Петрович был невысокого роста, худощав, не по годам подвижен. Степенность не клеилась к старику: говорил он азартно, жестикулировал яро, мимику не сдерживал. Сердито гоняя во рту дымящую беломорину и помахивая в воздухе давно уже погасшей спичкой, нервно ходил из угла в угол. Шарик со щенячьей неуклюжестью едва успевал сторониться.
– Рапортовать в горком о том, как идёт борьба с пьянством надо? Надо! А горкому – в обком? А обкому – ещё выше? Вот и попал наш Савельич под раздачу, а на его месте мог оказаться и ты, и я.
– А чё я? – не понял Витька. – Я не пью.
– Да кто тебя спрашивать будет, им главное галочку поставить.
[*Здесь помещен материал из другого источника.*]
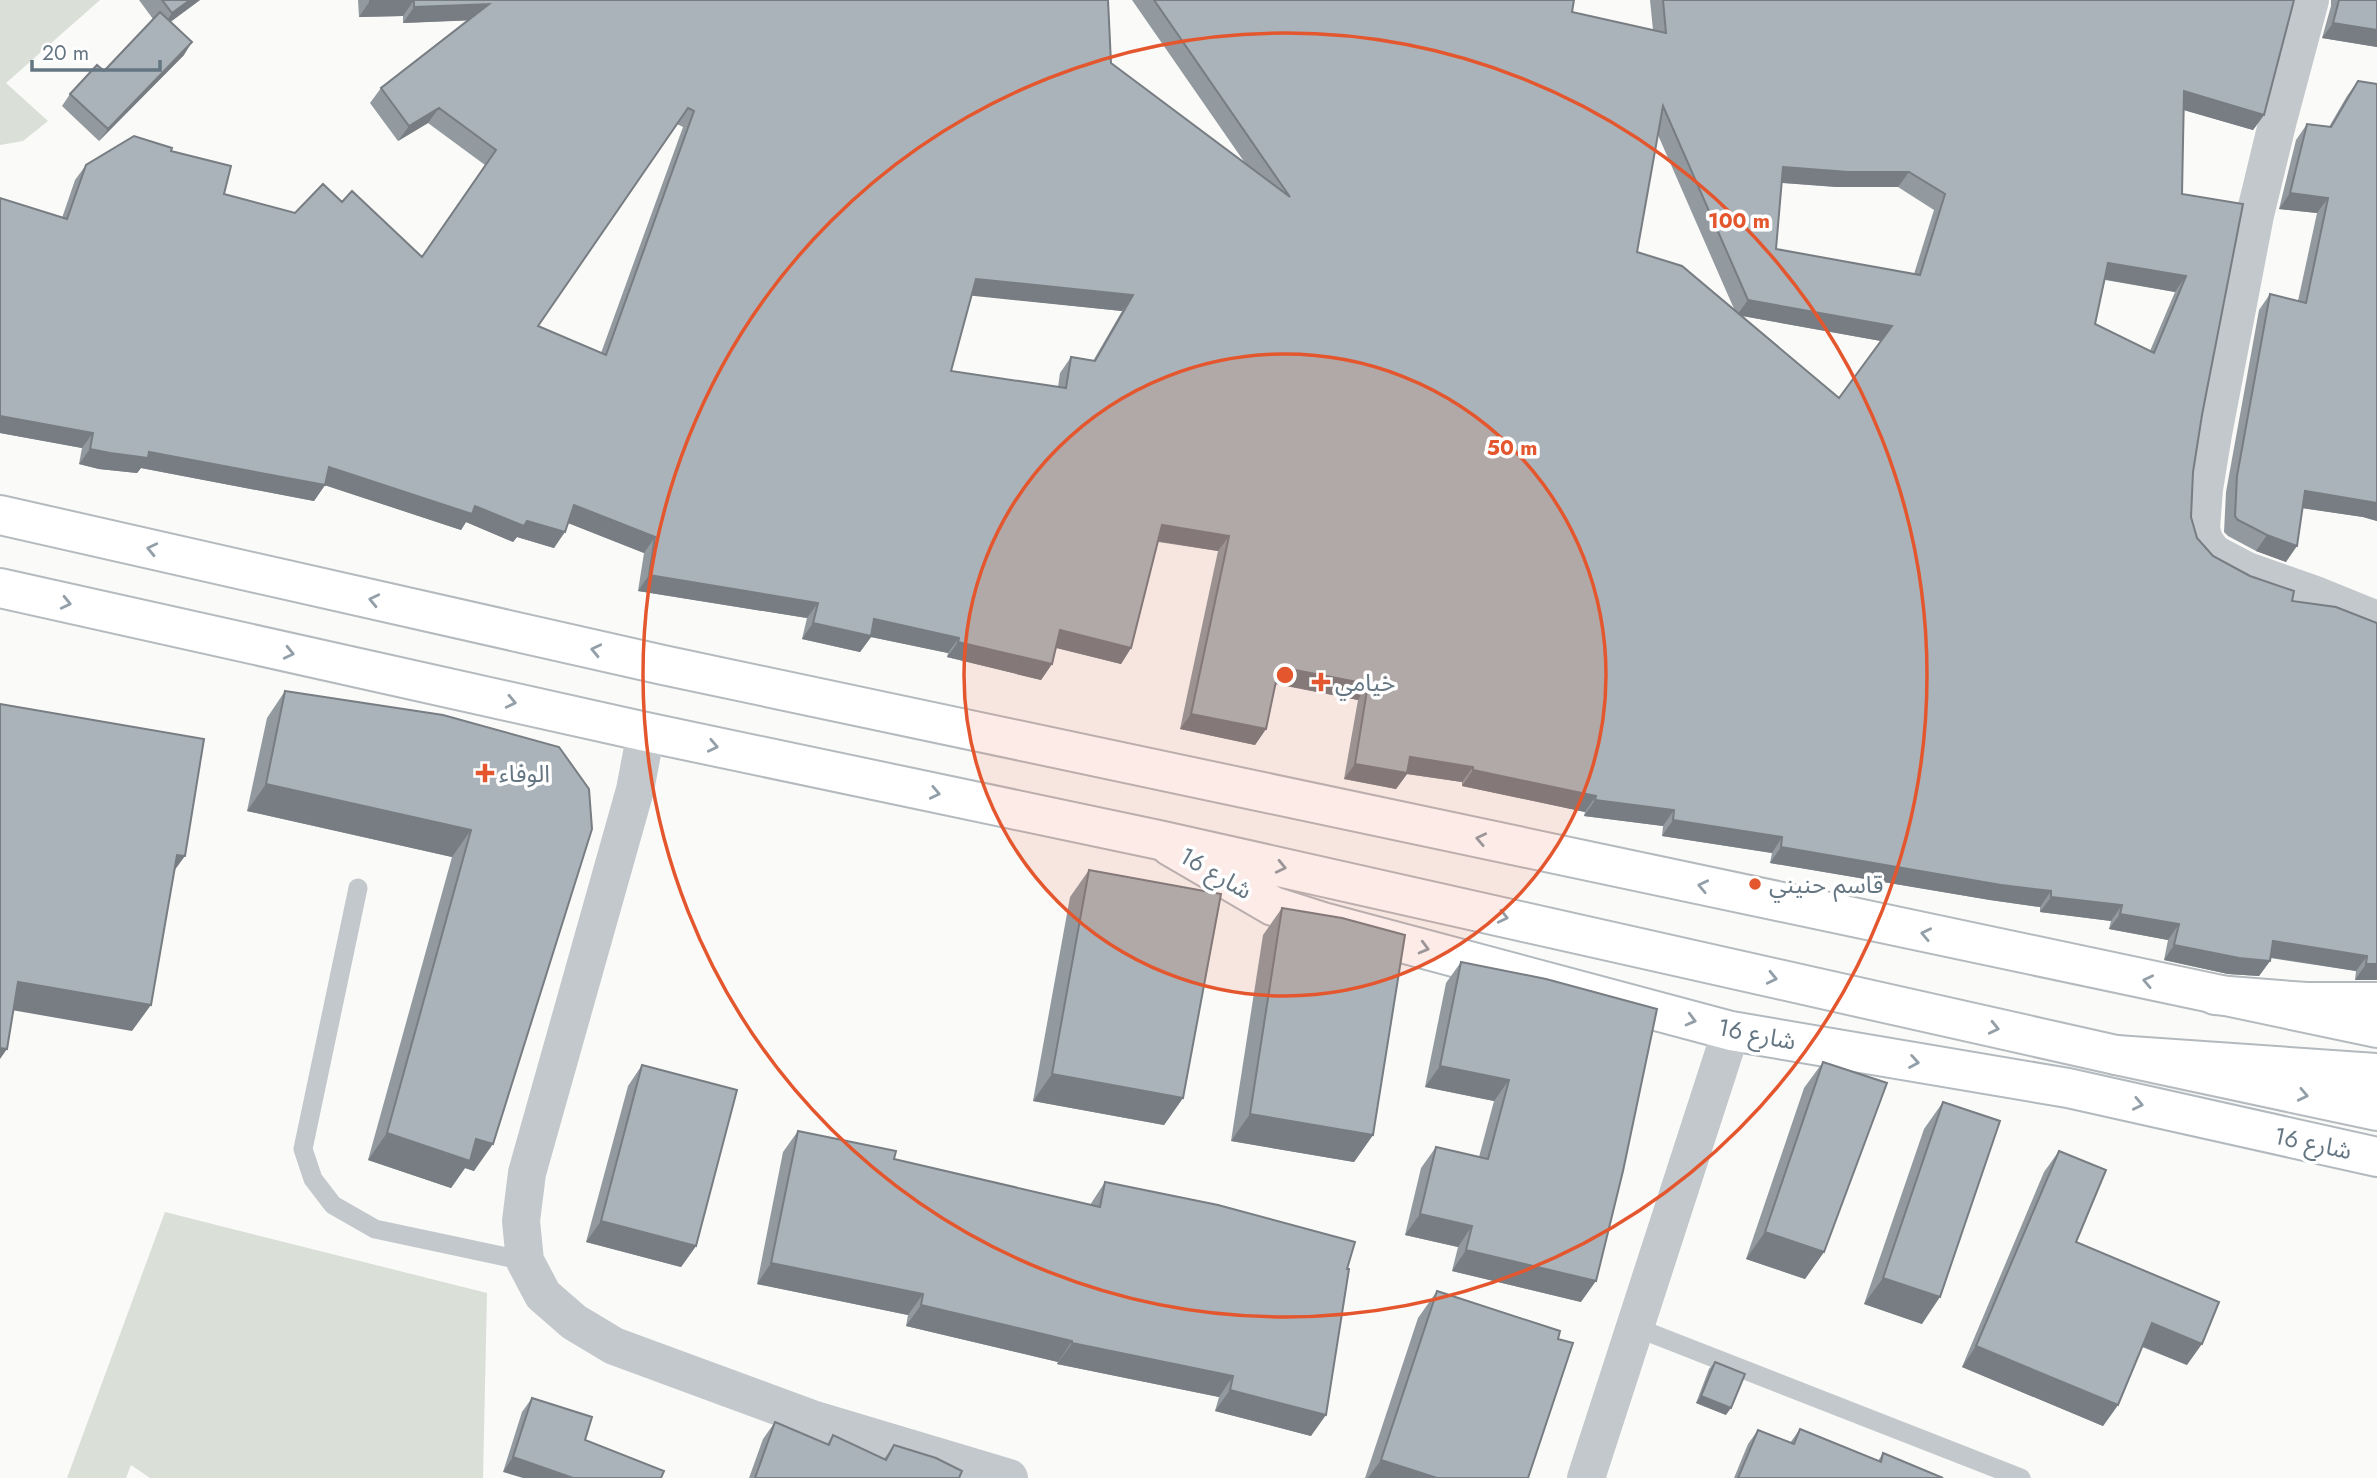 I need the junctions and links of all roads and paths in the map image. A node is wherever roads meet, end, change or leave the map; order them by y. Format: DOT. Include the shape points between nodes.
graph roads {
  1 [pos="2310,0"];
  2 [pos="0,515"];
  3 [pos="0,588"];
  4 [pos="2377,620"];
  5 [pos="646,733"];
  6 [pos="1159,840"];
  7 [pos="358,888"];
  8 [pos="2215,995"];
  9 [pos="2377,1002"];
  10 [pos="2377,1028"];
  11 [pos="1731,1031"];
  12 [pos="2116,1055"];
  13 [pos="2377,1073"];
  14 [pos="2377,1111"];
  15 [pos="2377,1157"];
  16 [pos="525,1261"];
  17 [pos="1635,1326"];
  18 [pos="1009,1478"];
  19 [pos="1586,1478"];
  20 [pos="2021,1478"];
  1 -- 4 [label="street" via="2255,215 2213,433 2201,527 2213,553 2247,571"];
  8 -- 2 [label="main road, one-way" via="663,665"];
  3 -- 5 [label="main road, one-way"];
  5 -- 6 [label="main road, one-way"];
  5 -- 16 [label="street" via="635,790 527,1173 521,1221"];
  6 -- 11 [label="main road, شارع 16, one-way" via="1273,905 1323,922"];
  6 -- 12 [label="main road, one-way"];
  7 -- 16 [label="lane" via="303,1149 313,1179 333,1205 375,1228"];
  8 -- 9 [label="main road"];
  8 -- 10 [label="main road"];
  11 -- 15 [label="main road, شارع 16, one-way" via="2068,1088"];
  11 -- 17 [label="street"];
  12 -- 13 [label="main road"];
  12 -- 14 [label="main road, شارع 16, one-way"];
  16 -- 18 [label="street" via="543,1295 574,1322 614,1346 815,1420"];
  17 -- 19 [label="street"];
  17 -- 20 [label="lane"];
} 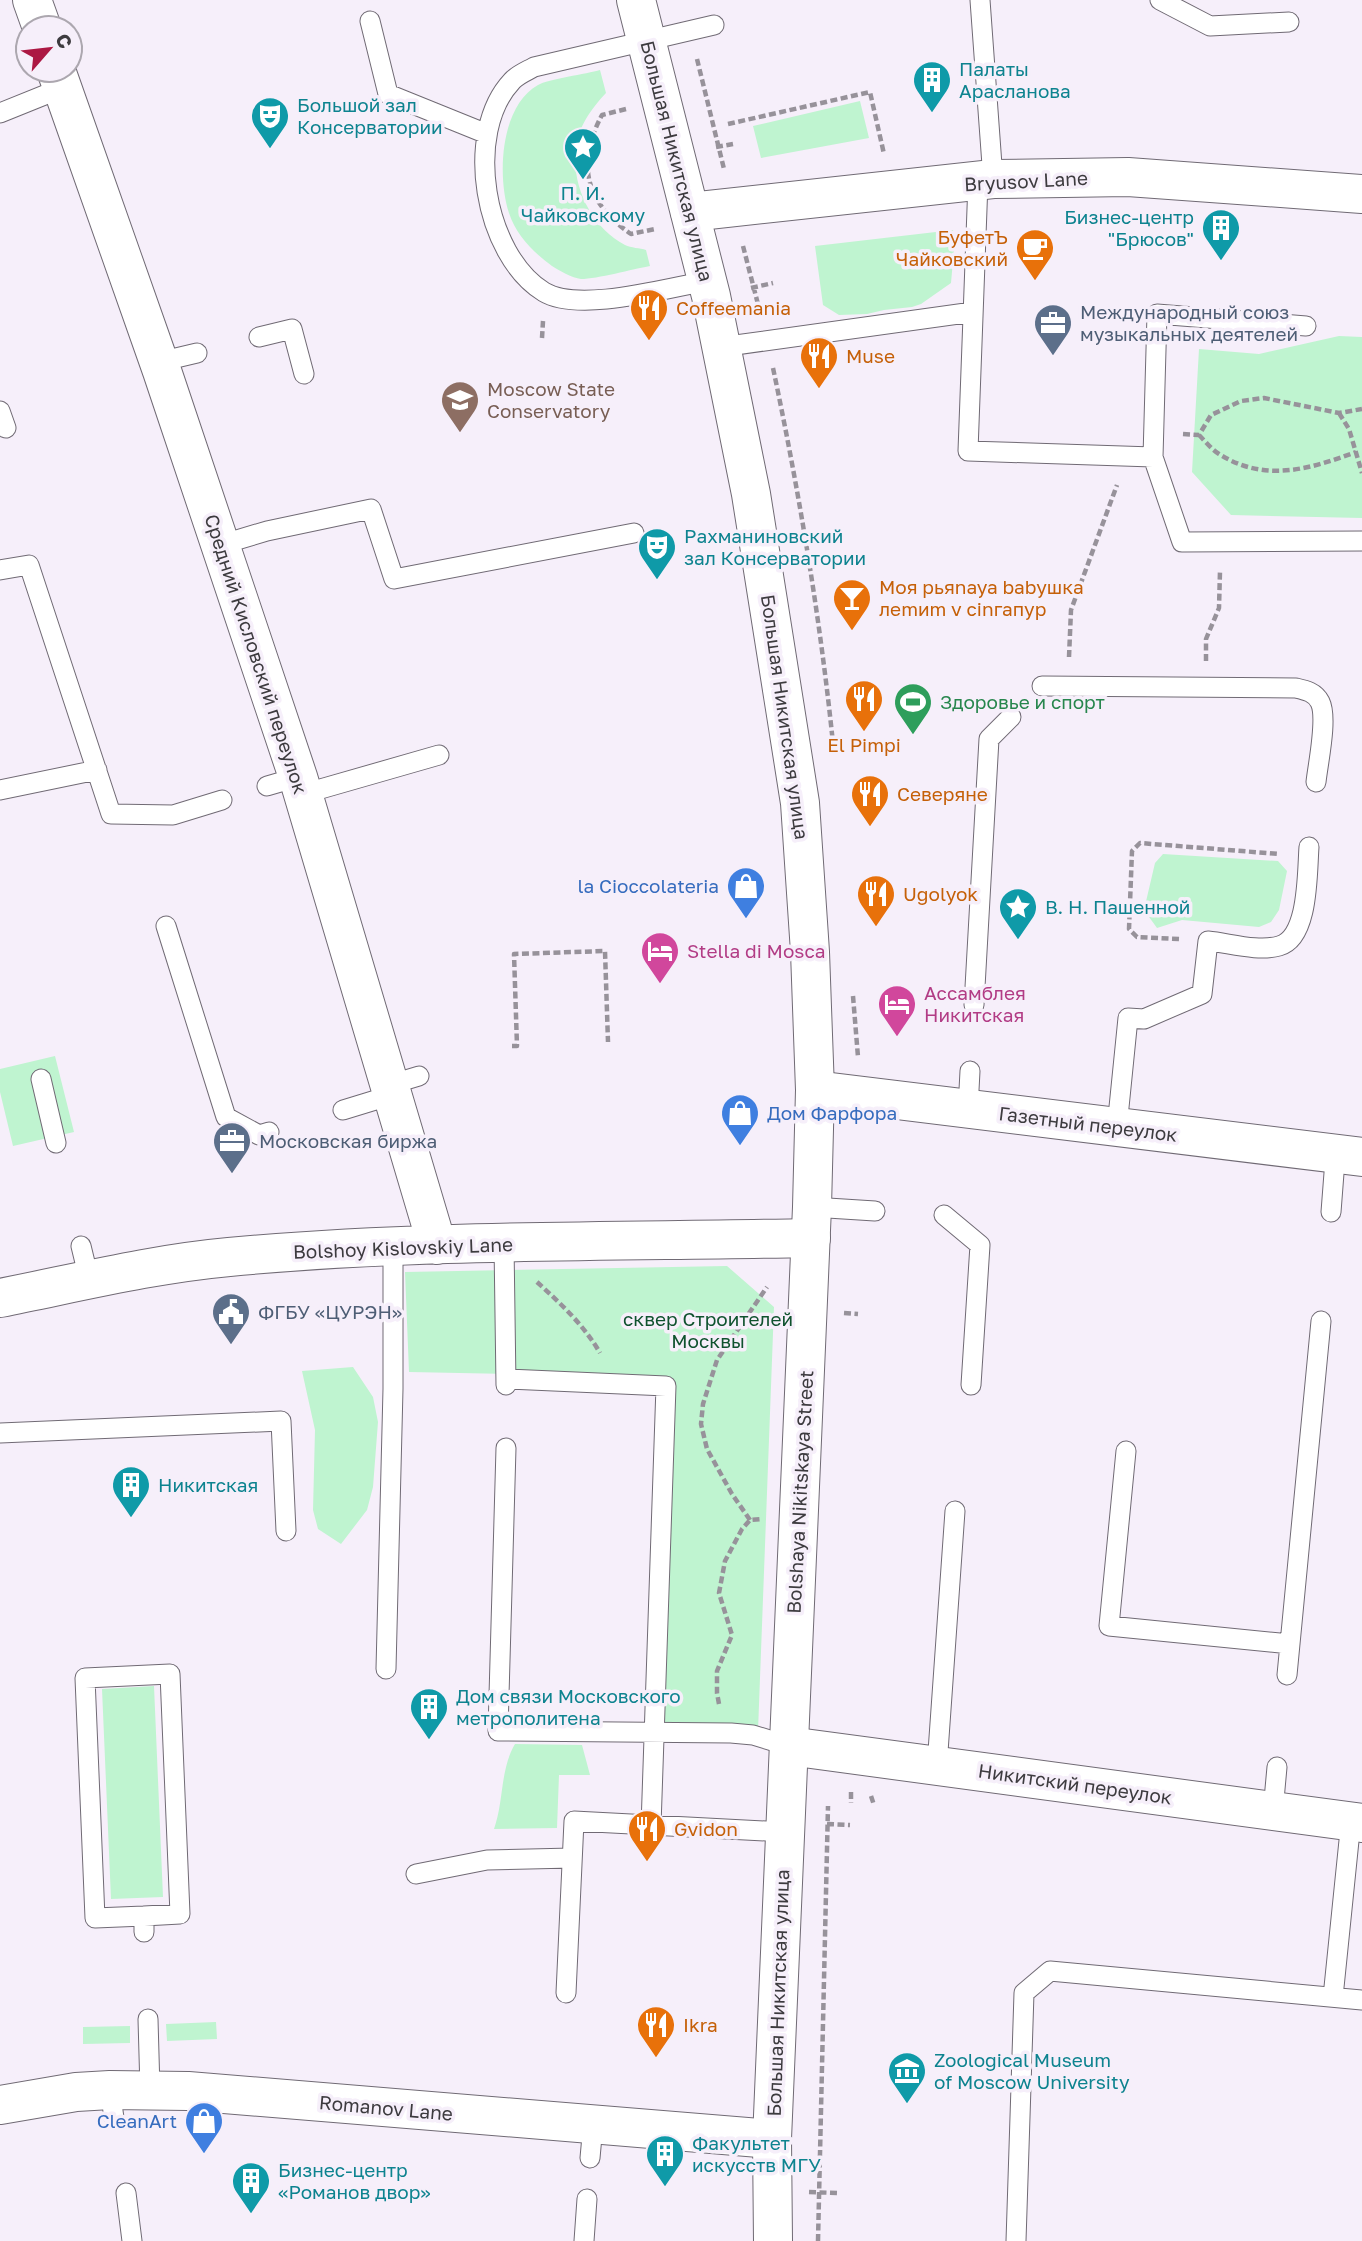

Сторожка была тесной – пять шагов по скрипучим половицам, хоть вдоль, хоть поперёк. Одно окно выходило на тенистую улицу, второе в проходную – узкий коридор с визжащей железной вертушкой. В одном углу – тяжёлый канцелярский шкаф, в другом – вахтёрский топчан. У внутреннего окна письменный стол с телефоном и засаленным на углах журналом регистрации приходов и уходов.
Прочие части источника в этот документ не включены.